PROBLEM REQUIREMENTS: Please reproduce the records below exactly, omitting any pictures they contain.
### EXTRACTED INFORMATION
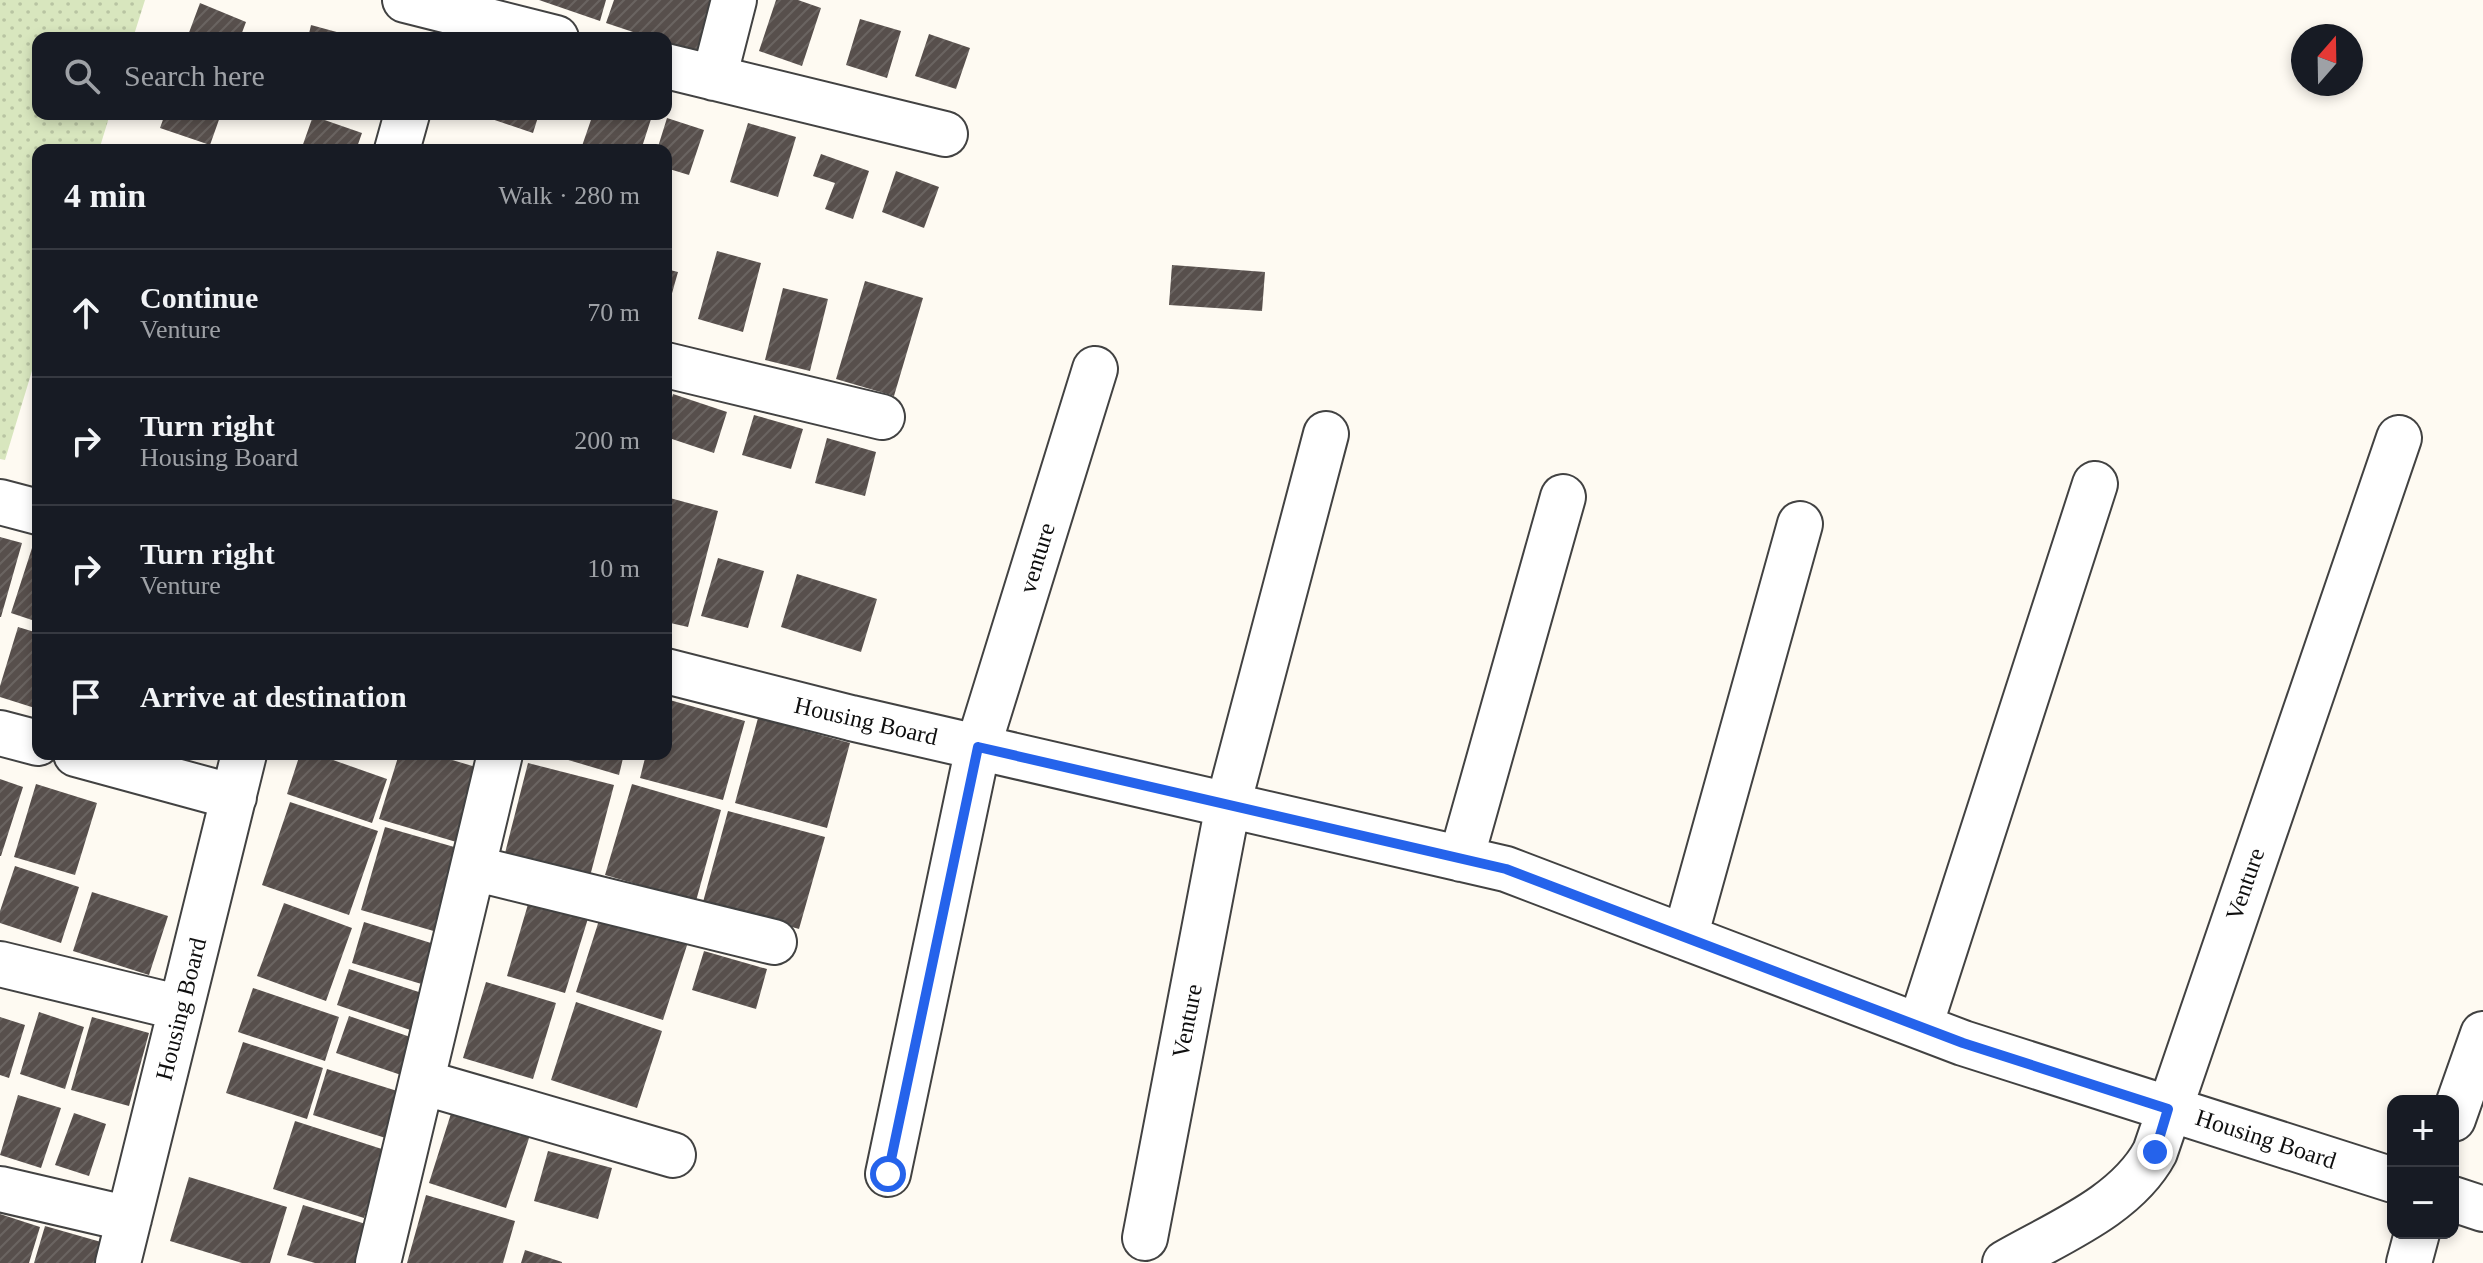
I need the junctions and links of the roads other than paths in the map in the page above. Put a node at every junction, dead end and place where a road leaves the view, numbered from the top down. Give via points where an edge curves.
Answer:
1 (734, 0) edge
2 (426, 11) edge
3 (527, 32) edge
4 (672, 68) edge
5 (714, 78) junction
6 (405, 120) edge
7 (945, 134) dead end
8 (399, 144) edge
9 (672, 366) edge
10 (1095, 369) dead end
11 (882, 417) dead end
12 (1326, 434) dead end
13 (2399, 438) dead end
14 (2095, 484) dead end
15 (1563, 497) dead end
16 (0, 502) edge
17 (32, 510) edge
18 (1800, 524) dead end
19 (672, 672) edge
20 (0, 733) edge
21 (32, 741) edge
22 (978, 747) junction
23 (98, 760) edge
24 (243, 760) edge
25 (499, 760) edge
26 (234, 797) junction
27 (1228, 805) junction
28 (1461, 859) junction
29 (473, 868) junction
30 (1685, 937) junction
31 (774, 942) dead end
32 (0, 964) edge
33 (181, 1008) junction
34 (1920, 1026) junction
35 (2483, 1034) edge
36 (422, 1082) junction
37 (2459, 1102) edge
38 (2168, 1109) junction
39 (673, 1155) dead end
40 (888, 1174) dead end
41 (2387, 1178) edge
42 (0, 1189) edge
43 (2459, 1201) edge
44 (2483, 1209) edge
45 (129, 1219) junction
46 (1145, 1238) dead end
47 (2415, 1239) edge
48 (118, 1263) edge
49 (378, 1263) edge
50 (2005, 1263) edge
51 (2409, 1263) edge

1 - 5 street
2 - 3 street
4 - 5 street
5 - 7 street
6 - 8 street
9 - 11 street
10 - 22 street, venture
12 - 27 street
13 - 38 street, Venture
14 - 34 street
15 - 28 street
16 - 17 street
18 - 30 street
19 - 22 street, Housing Board
20 - 21 street
22 - 27 street, Housing Board
22 - 40 street
23 - 26 street
24 - 26 street, Housing Board
25 - 29 street
26 - 33 street, Housing Board
27 - 28 street, Housing Board
27 - 46 street, Venture
28 - 30 street, Housing Board via 1506,869
29 - 31 street
29 - 36 street
30 - 34 street, Housing Board
32 - 33 street
33 - 45 street, Housing Board
34 - 38 street, Housing Board
35 - 37 street
36 - 39 street
36 - 49 street
38 - 41 street, Housing Board
38 - 50 street, Venture via 2155,1152 2119,1198
42 - 45 street
43 - 44 street
45 - 48 street, Housing Board
47 - 51 street

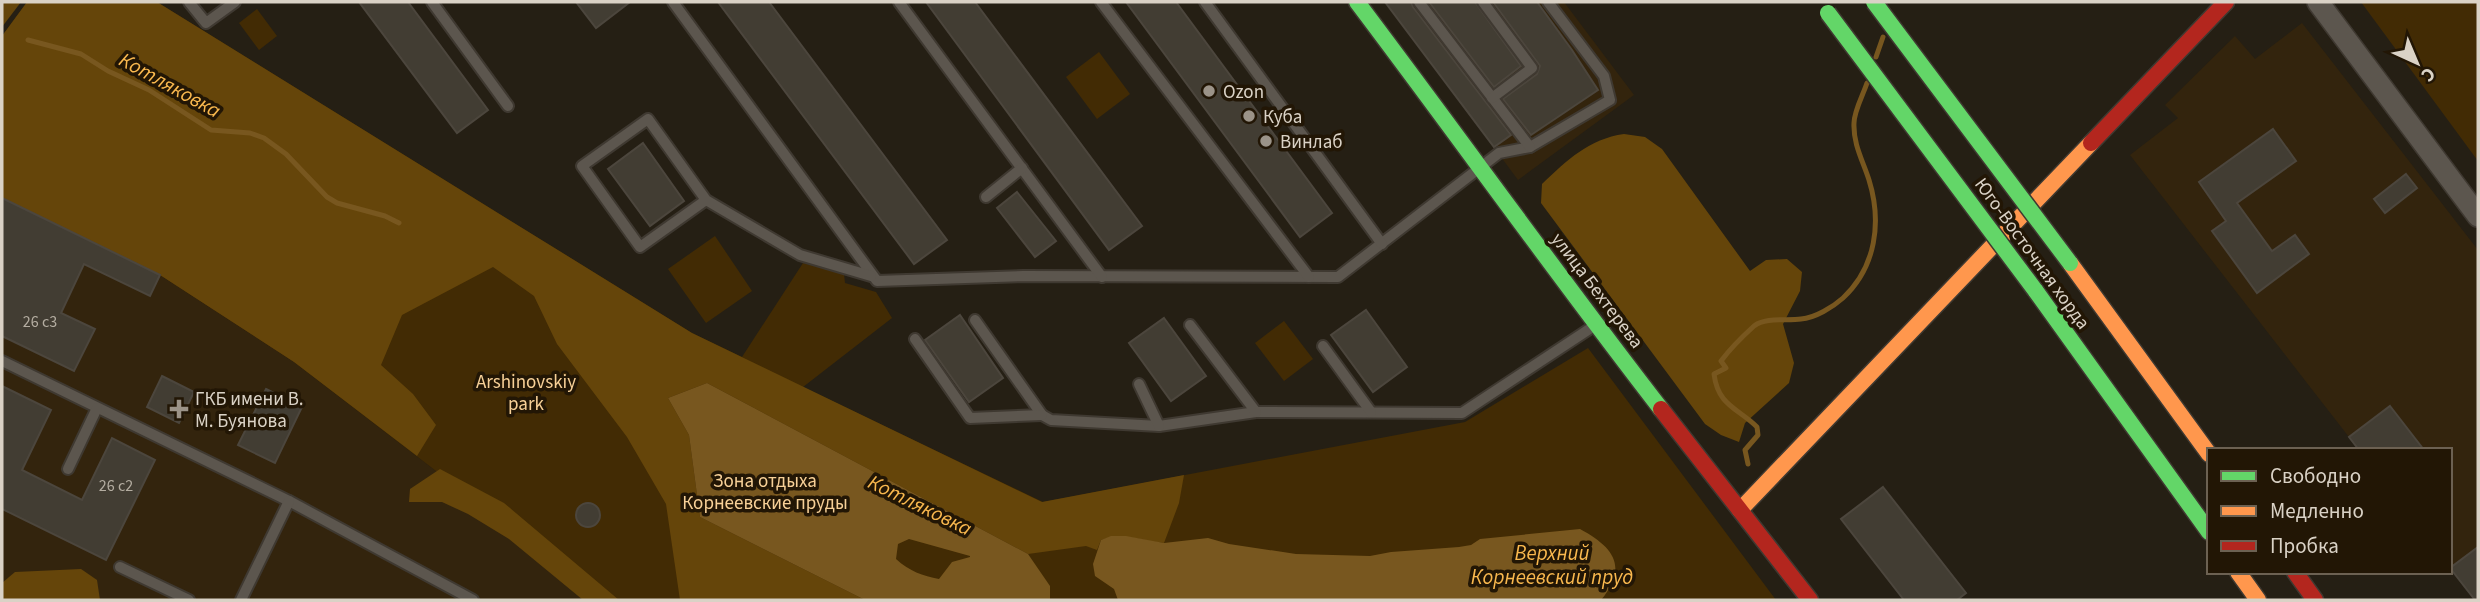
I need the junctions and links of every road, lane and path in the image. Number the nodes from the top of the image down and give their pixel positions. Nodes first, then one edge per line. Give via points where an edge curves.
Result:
1 (189, 2) edge
2 (235, 2) edge
3 (432, 2) edge
4 (673, 2) edge
5 (899, 2) edge
6 (1101, 2) edge
7 (1205, 2) edge
8 (1356, 2) edge
9 (1419, 2) edge
10 (1483, 2) edge
11 (1548, 2) edge
12 (1874, 2) edge
13 (2226, 2) edge
14 (2318, 2) edge
15 (1824, 7) edge
16 (1492, 98) junction
17 (508, 106) dead end
18 (1530, 147) junction
19 (1481, 166) junction
20 (1022, 168) junction
21 (986, 197) dead end
22 (706, 200) junction
23 (2478, 216) edge
24 (1382, 244) junction
25 (871, 276) junction
26 (1102, 276) junction
27 (1309, 277) junction
28 (975, 320) dead end
29 (1190, 325) dead end
30 (1596, 325) junction
31 (915, 339) dead end
32 (1323, 346) dead end
33 (2, 361) edge
34 (1139, 384) dead end
35 (97, 408) junction
36 (1256, 412) junction
37 (1371, 412) junction
38 (1042, 415) junction
39 (1159, 426) junction
40 (2207, 451) edge
41 (68, 469) dead end
42 (289, 501) junction
43 (1740, 510) junction
44 (2207, 529) edge
45 (120, 567) dead end
46 (2239, 574) edge
47 (2296, 574) edge
48 (466, 599) edge
49 (189, 600) edge
50 (241, 600) edge
51 (1810, 600) edge
52 (2258, 600) edge
53 (2315, 600) edge

1 - 2 lane via 206,23
3 - 17 lane
4 - 25 lane
5 - 20 lane
6 - 27 lane
7 - 24 lane
8 - 19 street, улица Бехтерева
9 - 16 lane
10 - 16 lane via 1532,68
11 - 18 lane via 1604,76 1610,100
12 - 40 street, Юго-Восточная хорда, bridge
13 - 43 street
14 - 23 street
15 - 44 street, Юго-Восточная хорда, bridge
16 - 18 lane
18 - 19 lane via 1499,153
19 - 24 lane
19 - 30 street, улица Бехтерева
20 - 21 lane
20 - 26 lane
22 - 22 lane via 648,119 582,166 640,247
22 - 25 lane via 800,255
24 - 27 lane via 1338,277
25 - 26 lane via 877,281
26 - 27 lane
28 - 38 lane
29 - 36 lane
30 - 37 lane via 1462,413
30 - 43 street, улица Бехтерева
31 - 38 lane via 970,418
32 - 37 lane
33 - 35 lane
34 - 39 lane
35 - 41 lane
35 - 42 lane
36 - 37 lane
36 - 39 lane
38 - 39 lane via 1051,420
42 - 48 lane
42 - 50 lane
43 - 51 street, улица Бехтерева
45 - 49 lane
46 - 52 street
47 - 53 street

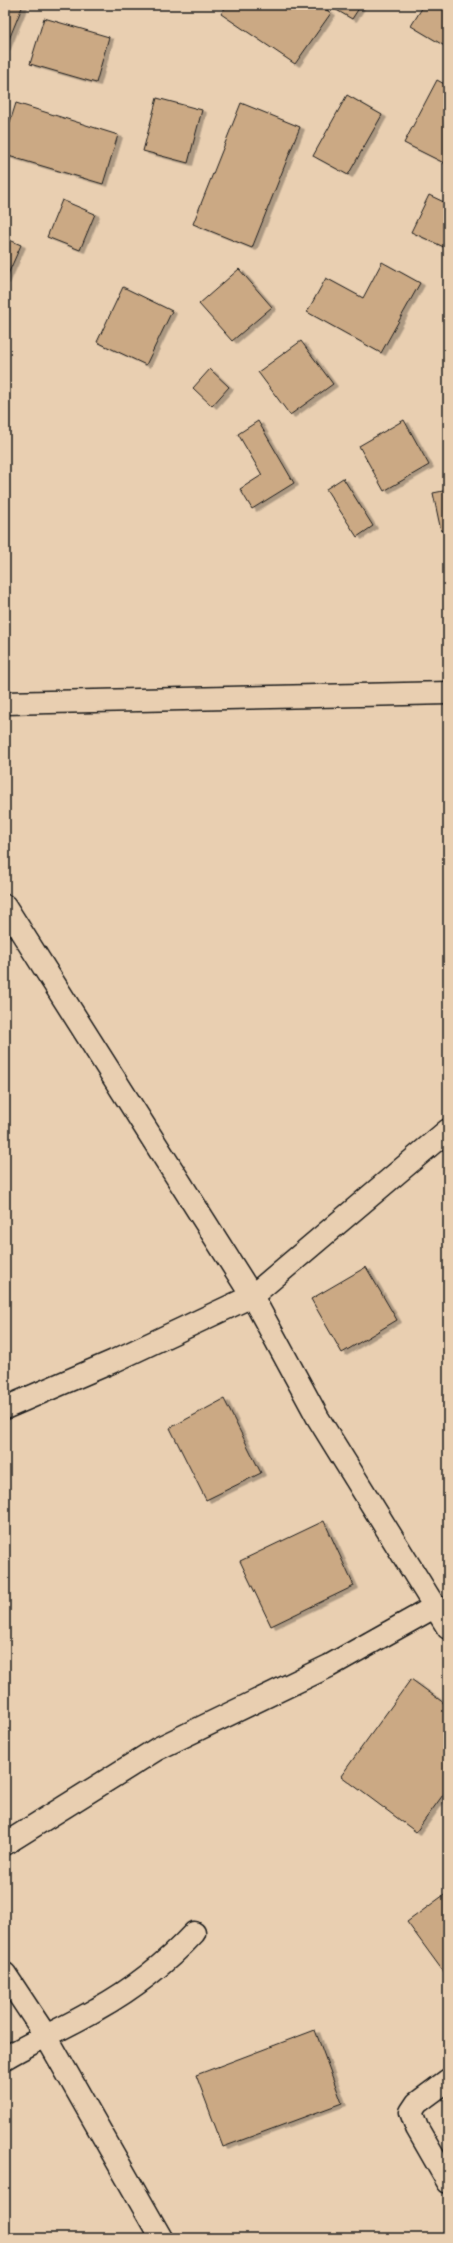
######
ANSWER BOX:
I need the junctions and links of the roads other than paths in the map in the page above. Put a node at every junction, dead end and place where a road leaves the view, numbered from the top down. Give via points where an edge curves.
Answer:
1 (734, 0) edge
2 (426, 11) edge
3 (527, 32) edge
4 (672, 68) edge
5 (714, 78) junction
6 (405, 120) edge
7 (945, 134) dead end
8 (399, 144) edge
9 (672, 366) edge
10 (1095, 369) dead end
11 (882, 417) dead end
12 (1326, 434) dead end
13 (2399, 438) dead end
14 (2095, 484) dead end
15 (1563, 497) dead end
16 (0, 502) edge
17 (32, 510) edge
18 (1800, 524) dead end
19 (672, 672) edge
20 (0, 733) edge
21 (32, 741) edge
22 (978, 747) junction
23 (98, 760) edge
24 (243, 760) edge
25 (499, 760) edge
26 (234, 797) junction
27 (1228, 805) junction
28 (1461, 859) junction
29 (473, 868) junction
30 (1685, 937) junction
31 (774, 942) dead end
32 (0, 964) edge
33 (181, 1008) junction
34 (1920, 1026) junction
35 (2483, 1034) edge
36 (422, 1082) junction
37 (2459, 1102) edge
38 (2168, 1109) junction
39 (673, 1155) dead end
40 (888, 1174) dead end
41 (2387, 1178) edge
42 (0, 1189) edge
43 (2459, 1201) edge
44 (2483, 1209) edge
45 (129, 1219) junction
46 (1145, 1238) dead end
47 (2415, 1239) edge
48 (118, 1263) edge
49 (378, 1263) edge
50 (2005, 1263) edge
51 (2409, 1263) edge

1 - 5 street
2 - 3 street
4 - 5 street
5 - 7 street
6 - 8 street
9 - 11 street
10 - 22 street, venture
12 - 27 street
13 - 38 street, Venture
14 - 34 street
15 - 28 street
16 - 17 street
18 - 30 street
19 - 22 street, Housing Board
20 - 21 street
22 - 27 street, Housing Board
22 - 40 street
23 - 26 street
24 - 26 street, Housing Board
25 - 29 street
26 - 33 street, Housing Board
27 - 28 street, Housing Board
27 - 46 street, Venture
28 - 30 street, Housing Board via 1506,869
29 - 31 street
29 - 36 street
30 - 34 street, Housing Board
32 - 33 street
33 - 45 street, Housing Board
34 - 38 street, Housing Board
35 - 37 street
36 - 39 street
36 - 49 street
38 - 41 street, Housing Board
38 - 50 street, Venture via 2155,1152 2119,1198
42 - 45 street
43 - 44 street
45 - 48 street, Housing Board
47 - 51 street

I need the junctions and links of every road, lane and path in the image. Number the nodes from the top of the image down and give their pixel positions. Nodes first, then one edge per line. Give via points where an edge curves.
Result:
1 (189, 2) edge
2 (235, 2) edge
3 (432, 2) edge
4 (673, 2) edge
5 (899, 2) edge
6 (1101, 2) edge
7 (1205, 2) edge
8 (1356, 2) edge
9 (1419, 2) edge
10 (1483, 2) edge
11 (1548, 2) edge
12 (1874, 2) edge
13 (2226, 2) edge
14 (2318, 2) edge
15 (1824, 7) edge
16 (1492, 98) junction
17 (508, 106) dead end
18 (1530, 147) junction
19 (1481, 166) junction
20 (1022, 168) junction
21 (986, 197) dead end
22 (706, 200) junction
23 (2478, 216) edge
24 (1382, 244) junction
25 (871, 276) junction
26 (1102, 276) junction
27 (1309, 277) junction
28 (975, 320) dead end
29 (1190, 325) dead end
30 (1596, 325) junction
31 (915, 339) dead end
32 (1323, 346) dead end
33 (2, 361) edge
34 (1139, 384) dead end
35 (97, 408) junction
36 (1256, 412) junction
37 (1371, 412) junction
38 (1042, 415) junction
39 (1159, 426) junction
40 (2207, 451) edge
41 (68, 469) dead end
42 (289, 501) junction
43 (1740, 510) junction
44 (2207, 529) edge
45 (120, 567) dead end
46 (2239, 574) edge
47 (2296, 574) edge
48 (466, 599) edge
49 (189, 600) edge
50 (241, 600) edge
51 (1810, 600) edge
52 (2258, 600) edge
53 (2315, 600) edge

1 - 2 lane via 206,23
3 - 17 lane
4 - 25 lane
5 - 20 lane
6 - 27 lane
7 - 24 lane
8 - 19 street, улица Бехтерева
9 - 16 lane
10 - 16 lane via 1532,68
11 - 18 lane via 1604,76 1610,100
12 - 40 street, Юго-Восточная хорда, bridge
13 - 43 street
14 - 23 street
15 - 44 street, Юго-Восточная хорда, bridge
16 - 18 lane
18 - 19 lane via 1499,153
19 - 24 lane
19 - 30 street, улица Бехтерева
20 - 21 lane
20 - 26 lane
22 - 22 lane via 648,119 582,166 640,247
22 - 25 lane via 800,255
24 - 27 lane via 1338,277
25 - 26 lane via 877,281
26 - 27 lane
28 - 38 lane
29 - 36 lane
30 - 37 lane via 1462,413
30 - 43 street, улица Бехтерева
31 - 38 lane via 970,418
32 - 37 lane
33 - 35 lane
34 - 39 lane
35 - 41 lane
35 - 42 lane
36 - 37 lane
36 - 39 lane
38 - 39 lane via 1051,420
42 - 48 lane
42 - 50 lane
43 - 51 street, улица Бехтерева
45 - 49 lane
46 - 52 street
47 - 53 street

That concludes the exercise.